This week has taught me that for every horrible person I encounter, there are at least 100 compassionate, friendly and empathetic people out there. I have received more than a hundred messages of support. Thank you.
Some great things have happened to me this week – another article published, good stuff at work, support from uni, and of course the reply from Callan Mulvey (I’d like to think he reads this blog!). Tonight I am going out with a new friend and I am really excited about dressing up and catching up.
I am still in awe of the support I have received following the abuse from the shopkeeper worried that the vaseline on my face will ruin her clothes.
I have contacted a few places that I believed may be able to resolve the situation (as in, give the woman a good talking to/fine/education), but unfortunately there really isn’t much that can be done. The representatives from these places provided personal apologies for what had happened, and were sympathetic towards me, and shocked about the way she treated me, but there aren’t any options for recourse. The shopkeeper is hardly going to agree to mediation, or to undertake any sort of diversity training. And I don’t want to see her again to mediate. I find that really disappointing.
I believe we live in a great country with lots of support for unemployed and Indigenous people, yet support for disabled and chronically ill people seems lacking. There’s little to no financial support (for example, health care cards) for disabled and chronically ill people who are employed. And through calling the council and the human rights commission this week, there doesn’t seem many avenues for taking discrimination further, unless it’s mutually agreeable. I want to change that.

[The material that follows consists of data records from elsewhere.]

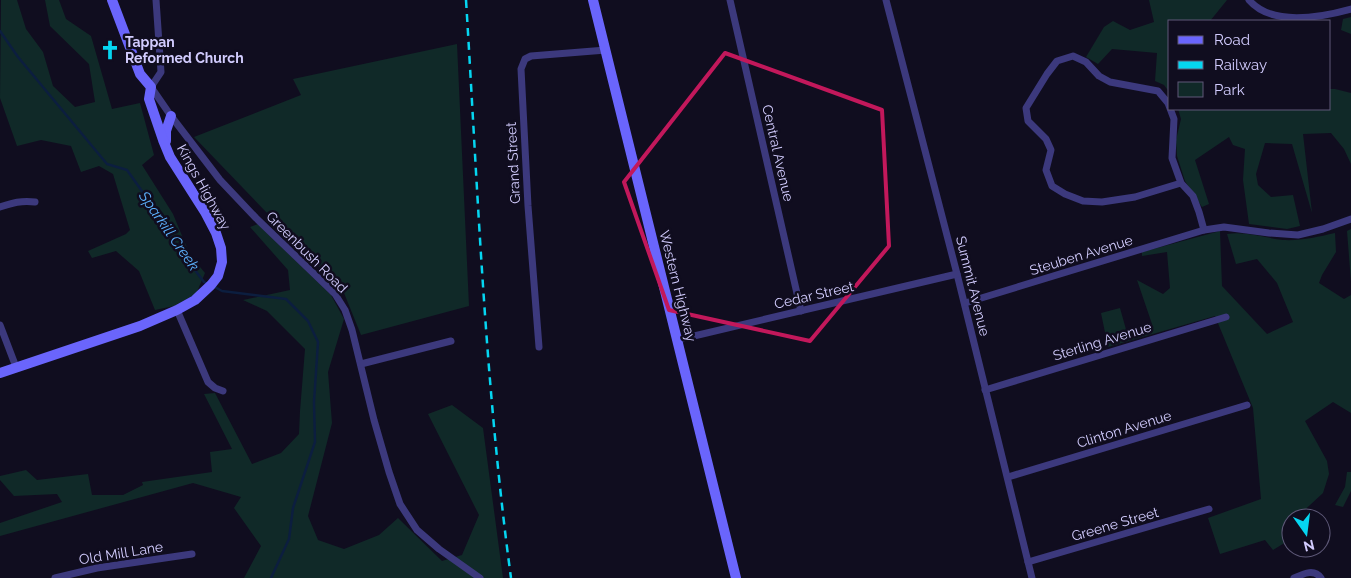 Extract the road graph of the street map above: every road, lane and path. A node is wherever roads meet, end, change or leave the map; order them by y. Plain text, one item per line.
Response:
1 (112, 0) edge
2 (156, 0) edge
3 (593, 0) edge
4 (730, 0) edge
5 (886, 0) edge
6 (1250, 0) edge
7 (1351, 9) edge
8 (606, 50) junction
9 (151, 87) junction
10 (1168, 102) edge
11 (1171, 110) edge
12 (171, 116) junction
13 (166, 147) junction
14 (1181, 183) junction
15 (35, 202) dead end
16 (0, 207) edge
17 (1351, 219) edge
18 (1204, 230) junction
19 (958, 274) junction
20 (965, 303) junction
21 (177, 310) junction
22 (801, 311) junction
23 (1226, 317) dead end
24 (0, 325) edge
25 (677, 340) junction
26 (451, 341) dead end
27 (539, 347) dead end
28 (361, 364) junction
29 (16, 367) junction
30 (0, 373) edge
31 (985, 390) junction
32 (223, 391) dead end
33 (1247, 405) dead end
34 (1008, 477) junction
35 (1209, 509) dead end
36 (192, 554) dead end
37 (1028, 562) junction
38 (55, 578) edge
39 (480, 578) edge
40 (736, 578) edge
41 (1032, 578) edge
42 (1294, 578) edge
43 (1321, 578) edge

1 - 9 street
2 - 9 street
3 - 8 street, Western Highway
4 - 22 street, Central Avenue
5 - 19 street, Summit Avenue
6 - 7 street
8 - 25 street, Western Highway
8 - 27 street, Grand Street
9 - 12 street, Greenbush Road
9 - 13 street, Kings Highway
10 - 14 street
11 - 14 street
12 - 13 street
12 - 28 street, Greenbush Road
13 - 21 street, Kings Highway
14 - 18 street
15 - 16 street
17 - 18 street, Steuben Avenue
18 - 20 street, Steuben Avenue
19 - 20 street, Summit Avenue
19 - 22 street, Cedar Street
20 - 31 street, Summit Avenue
21 - 29 street, Kings Highway
21 - 32 street
22 - 25 street, Cedar Street
23 - 31 street, Sterling Avenue
24 - 29 street
25 - 40 street, Western Highway
26 - 28 street
28 - 39 street, Greenbush Road
29 - 30 street, Kings Highway
31 - 34 street, Summit Avenue
33 - 34 street, Clinton Avenue
34 - 37 street, Summit Avenue
35 - 37 street, Greene Street
36 - 38 street, Old Mill Lane
37 - 41 street, Summit Avenue
42 - 43 street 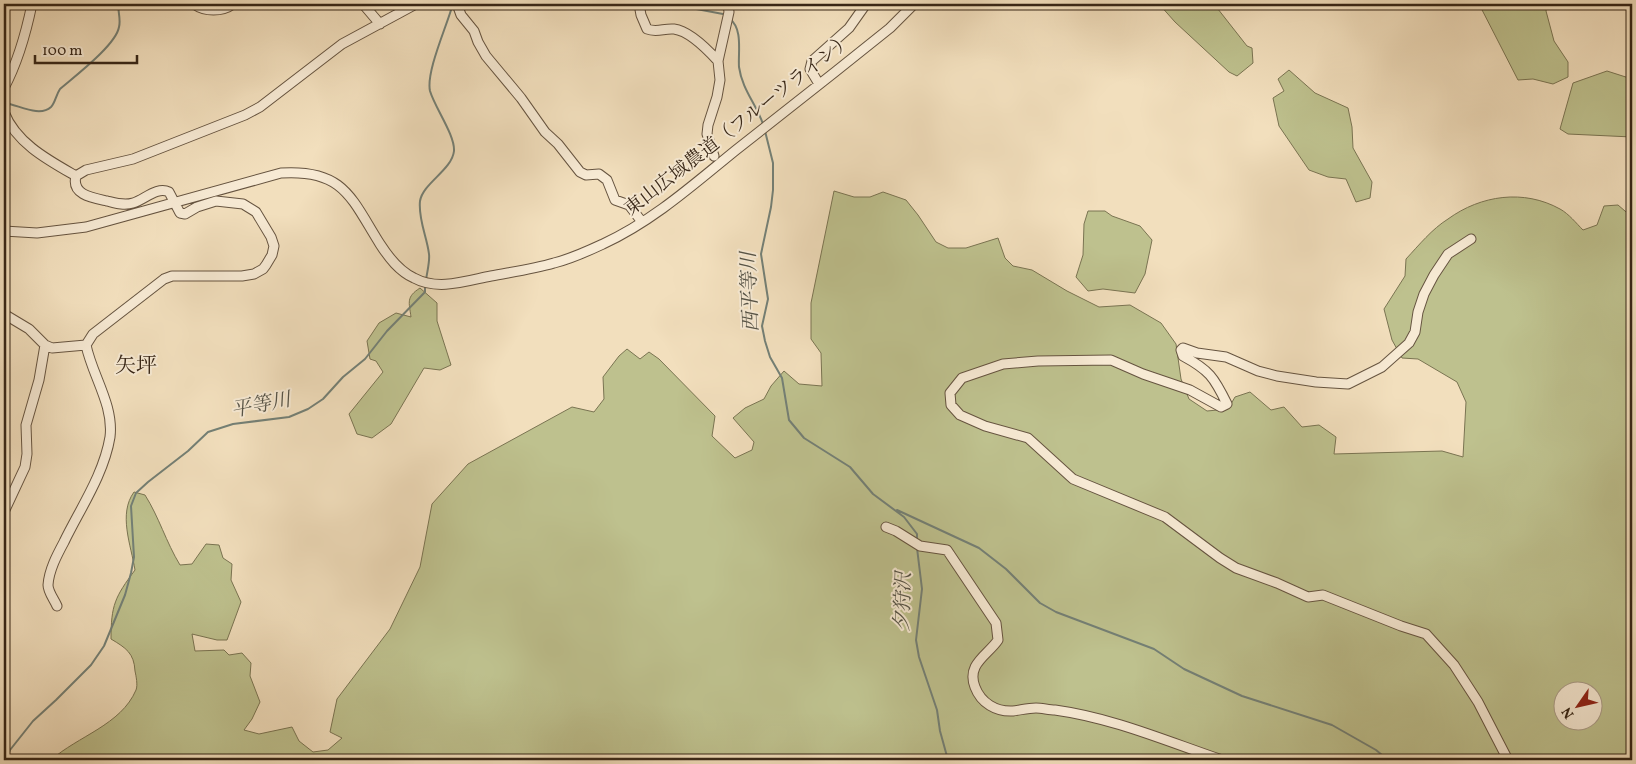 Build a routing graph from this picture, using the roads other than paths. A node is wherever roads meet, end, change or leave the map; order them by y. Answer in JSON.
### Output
{"nodes":[{"id":1,"x":32,"y":4,"type":"edge"},
{"id":2,"x":194,"y":4,"type":"edge"},
{"id":3,"x":232,"y":4,"type":"edge"},
{"id":4,"x":363,"y":4,"type":"edge"},
{"id":5,"x":416,"y":4,"type":"edge"},
{"id":6,"x":457,"y":4,"type":"edge"},
{"id":7,"x":639,"y":4,"type":"edge"},
{"id":8,"x":866,"y":4,"type":"edge"},
{"id":9,"x":914,"y":4,"type":"edge"},
{"id":10,"x":728,"y":13,"type":"edge"},
{"id":11,"x":380,"y":24,"type":"junction"},
{"id":12,"x":718,"y":61,"type":"junction"},
{"id":13,"x":819,"y":84,"type":"junction"},
{"id":14,"x":4,"y":88,"type":"edge"},
{"id":15,"x":4,"y":112,"type":"edge"},
{"id":16,"x":714,"y":156,"type":"dead end"},
{"id":17,"x":76,"y":176,"type":"junction"},
{"id":18,"x":174,"y":202,"type":"junction"},
{"id":19,"x":642,"y":222,"type":"junction"},
{"id":20,"x":4,"y":231,"type":"edge"},
{"id":21,"x":1471,"y":239,"type":"dead end"},
{"id":22,"x":4,"y":314,"type":"edge"},
{"id":23,"x":86,"y":345,"type":"junction"},
{"id":24,"x":45,"y":346,"type":"junction"},
{"id":25,"x":4,"y":512,"type":"edge"},
{"id":26,"x":886,"y":527,"type":"dead end"},
{"id":27,"x":57,"y":606,"type":"dead end"},
{"id":28,"x":1222,"y":760,"type":"edge"},
{"id":29,"x":1508,"y":760,"type":"edge"}],
"edges":[{"from":1,"to":14,"type":"street"},
{"from":2,"to":3,"type":"street"},
{"from":4,"to":11,"type":"street"},
{"from":5,"to":11,"type":"street"},
{"from":6,"to":19,"type":"street"},
{"from":7,"to":12,"type":"street"},
{"from":8,"to":13,"type":"street"},
{"from":9,"to":13,"type":"street","name":"東山広域農道（フルーツライン）"},
{"from":10,"to":12,"type":"street"},
{"from":11,"to":17,"type":"street"},
{"from":12,"to":16,"type":"street"},
{"from":13,"to":19,"type":"street","name":"東山広域農道（フルーツライン）"},
{"from":15,"to":17,"type":"street"},
{"from":17,"to":18,"type":"street"},
{"from":18,"to":19,"type":"street","name":"東山広域農道（フルーツライン）"},
{"from":18,"to":20,"type":"street","name":"東山広域農道（フルーツライン）"},
{"from":18,"to":23,"type":"street"},
{"from":21,"to":29,"type":"street"},
{"from":22,"to":24,"type":"street"},
{"from":23,"to":24,"type":"street"},
{"from":23,"to":27,"type":"street"},
{"from":24,"to":25,"type":"street"},
{"from":26,"to":28,"type":"street"}]}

Last night a woman from the ABC Radio in country Victoria contacted me through my Facebook asking me if I would speak with her on radio about the support I’ve received after putting my story on this blog and other places online. Though I have expressed my opposition for sharing my story with tabloid media, I really want to speak about this on the ABC, to make people aware of both the treatment I received, and to think twice before judging a person on their appearance. I will let you know more when I find out more.
A couple of the comments on this blog and elsewhere have said that the shopkeeper is usually this rude, that she may not have understood why I look red, and for me to just rise above the abuse. They are fair comments, but I shouldn’t have to rise about the abuse because this behaviour should not happen. I imagine it can be difficult for some people to comprehend just how many times I am questioned about my appearance. I can and do ignore most of the comments. Just today, a little girl repeated ‘there’s a pink girl mum’ about 20 times in a store, and her mother said nothing. I didn’t say anything either. I ignored it. But it doesn’t make it any easier. So sometimes all the questioning and commenting and starting comes to a head, and there may be an exceptionally rude person, like the shopkeeper last week, and so I may not remain polite about things. I may be just as rude in return. And I may swear. I have every right to. I’ve said it before, but I believe that nobody should question somebody else’s appearance to their face.
I know this is a rather serious blog entry. There were just a few things I wanted to get off my chest.